> [DATA TO PROCESS]:

● ● ● ●

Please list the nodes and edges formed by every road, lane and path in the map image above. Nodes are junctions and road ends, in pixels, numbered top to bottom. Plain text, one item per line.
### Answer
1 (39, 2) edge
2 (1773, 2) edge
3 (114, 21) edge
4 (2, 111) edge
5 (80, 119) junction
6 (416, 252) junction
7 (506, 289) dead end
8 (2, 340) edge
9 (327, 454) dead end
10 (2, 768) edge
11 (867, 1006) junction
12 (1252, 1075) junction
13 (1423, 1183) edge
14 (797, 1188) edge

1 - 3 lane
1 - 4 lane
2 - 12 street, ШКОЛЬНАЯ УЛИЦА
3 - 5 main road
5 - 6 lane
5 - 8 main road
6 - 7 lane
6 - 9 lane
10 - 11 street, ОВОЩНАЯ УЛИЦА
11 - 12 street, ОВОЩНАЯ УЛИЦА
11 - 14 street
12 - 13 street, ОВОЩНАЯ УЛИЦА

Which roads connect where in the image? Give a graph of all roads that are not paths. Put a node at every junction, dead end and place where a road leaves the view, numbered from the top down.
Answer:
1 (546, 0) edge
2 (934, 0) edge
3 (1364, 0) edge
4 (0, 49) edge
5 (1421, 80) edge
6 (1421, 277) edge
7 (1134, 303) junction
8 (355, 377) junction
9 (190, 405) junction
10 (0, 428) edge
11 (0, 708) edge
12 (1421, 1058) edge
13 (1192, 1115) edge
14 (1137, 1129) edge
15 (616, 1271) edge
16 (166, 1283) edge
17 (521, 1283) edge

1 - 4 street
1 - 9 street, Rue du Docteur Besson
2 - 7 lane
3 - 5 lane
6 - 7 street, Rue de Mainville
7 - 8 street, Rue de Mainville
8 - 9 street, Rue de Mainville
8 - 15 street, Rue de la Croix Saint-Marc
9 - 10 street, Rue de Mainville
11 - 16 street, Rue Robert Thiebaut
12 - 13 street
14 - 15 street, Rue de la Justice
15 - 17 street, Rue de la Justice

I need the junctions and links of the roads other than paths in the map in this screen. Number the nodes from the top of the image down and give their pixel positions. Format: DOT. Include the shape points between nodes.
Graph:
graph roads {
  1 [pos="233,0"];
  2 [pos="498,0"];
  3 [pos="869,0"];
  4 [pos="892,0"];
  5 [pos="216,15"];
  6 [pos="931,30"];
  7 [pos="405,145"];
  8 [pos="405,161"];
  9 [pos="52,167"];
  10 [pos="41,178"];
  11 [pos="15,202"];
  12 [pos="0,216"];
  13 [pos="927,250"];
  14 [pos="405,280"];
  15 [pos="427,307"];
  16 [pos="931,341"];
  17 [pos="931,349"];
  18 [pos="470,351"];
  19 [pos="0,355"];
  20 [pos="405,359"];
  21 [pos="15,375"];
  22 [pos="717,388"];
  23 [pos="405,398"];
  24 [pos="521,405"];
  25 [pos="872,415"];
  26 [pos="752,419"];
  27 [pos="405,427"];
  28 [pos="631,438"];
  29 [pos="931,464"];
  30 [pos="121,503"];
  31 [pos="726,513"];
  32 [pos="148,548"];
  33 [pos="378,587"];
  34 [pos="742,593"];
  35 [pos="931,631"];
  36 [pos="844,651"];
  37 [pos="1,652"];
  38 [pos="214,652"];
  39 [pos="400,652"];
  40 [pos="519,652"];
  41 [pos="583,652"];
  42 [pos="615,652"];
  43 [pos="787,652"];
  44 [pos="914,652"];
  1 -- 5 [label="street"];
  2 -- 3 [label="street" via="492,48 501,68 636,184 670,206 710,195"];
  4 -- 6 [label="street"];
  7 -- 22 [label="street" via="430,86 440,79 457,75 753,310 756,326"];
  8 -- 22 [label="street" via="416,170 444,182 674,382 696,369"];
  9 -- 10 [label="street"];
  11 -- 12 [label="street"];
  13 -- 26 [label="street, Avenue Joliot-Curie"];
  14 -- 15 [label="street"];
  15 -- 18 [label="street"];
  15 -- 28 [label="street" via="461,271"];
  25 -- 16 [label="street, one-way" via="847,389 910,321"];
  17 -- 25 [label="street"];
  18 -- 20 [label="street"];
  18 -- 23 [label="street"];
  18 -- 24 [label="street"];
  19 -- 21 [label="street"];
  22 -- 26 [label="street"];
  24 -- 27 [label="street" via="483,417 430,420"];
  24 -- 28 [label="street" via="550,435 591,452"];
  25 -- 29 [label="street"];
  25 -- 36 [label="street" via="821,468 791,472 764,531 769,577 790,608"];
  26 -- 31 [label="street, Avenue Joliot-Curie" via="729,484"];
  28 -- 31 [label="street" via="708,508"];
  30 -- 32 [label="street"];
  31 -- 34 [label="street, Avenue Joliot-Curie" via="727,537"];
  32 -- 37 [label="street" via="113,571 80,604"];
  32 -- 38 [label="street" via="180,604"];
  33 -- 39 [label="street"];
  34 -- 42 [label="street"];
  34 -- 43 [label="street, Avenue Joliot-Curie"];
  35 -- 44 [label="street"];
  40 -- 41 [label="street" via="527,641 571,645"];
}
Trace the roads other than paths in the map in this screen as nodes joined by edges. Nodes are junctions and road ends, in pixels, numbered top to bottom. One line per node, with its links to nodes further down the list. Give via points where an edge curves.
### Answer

● ● ● ●

Will you return exactly the lines above from the one with "Which roads connect" down to the one with "I need the junctions", counting both as part of the range?

> [RESULT]:
Which roads connect where in the image? Give a graph of all roads that are not paths. Put a node at every junction, dead end and place where a road leaves the view, numbered from the top down.
Answer:
1 (546, 0) edge
2 (934, 0) edge
3 (1364, 0) edge
4 (0, 49) edge
5 (1421, 80) edge
6 (1421, 277) edge
7 (1134, 303) junction
8 (355, 377) junction
9 (190, 405) junction
10 (0, 428) edge
11 (0, 708) edge
12 (1421, 1058) edge
13 (1192, 1115) edge
14 (1137, 1129) edge
15 (616, 1271) edge
16 (166, 1283) edge
17 (521, 1283) edge

1 - 4 street
1 - 9 street, Rue du Docteur Besson
2 - 7 lane
3 - 5 lane
6 - 7 street, Rue de Mainville
7 - 8 street, Rue de Mainville
8 - 9 street, Rue de Mainville
8 - 15 street, Rue de la Croix Saint-Marc
9 - 10 street, Rue de Mainville
11 - 16 street, Rue Robert Thiebaut
12 - 13 street
14 - 15 street, Rue de la Justice
15 - 17 street, Rue de la Justice

I need the junctions and links of the roads other than paths in the map in this screen. Number the nodes from the top of the image down and give their pixel positions. Format: DOT. Include the shape points between nodes.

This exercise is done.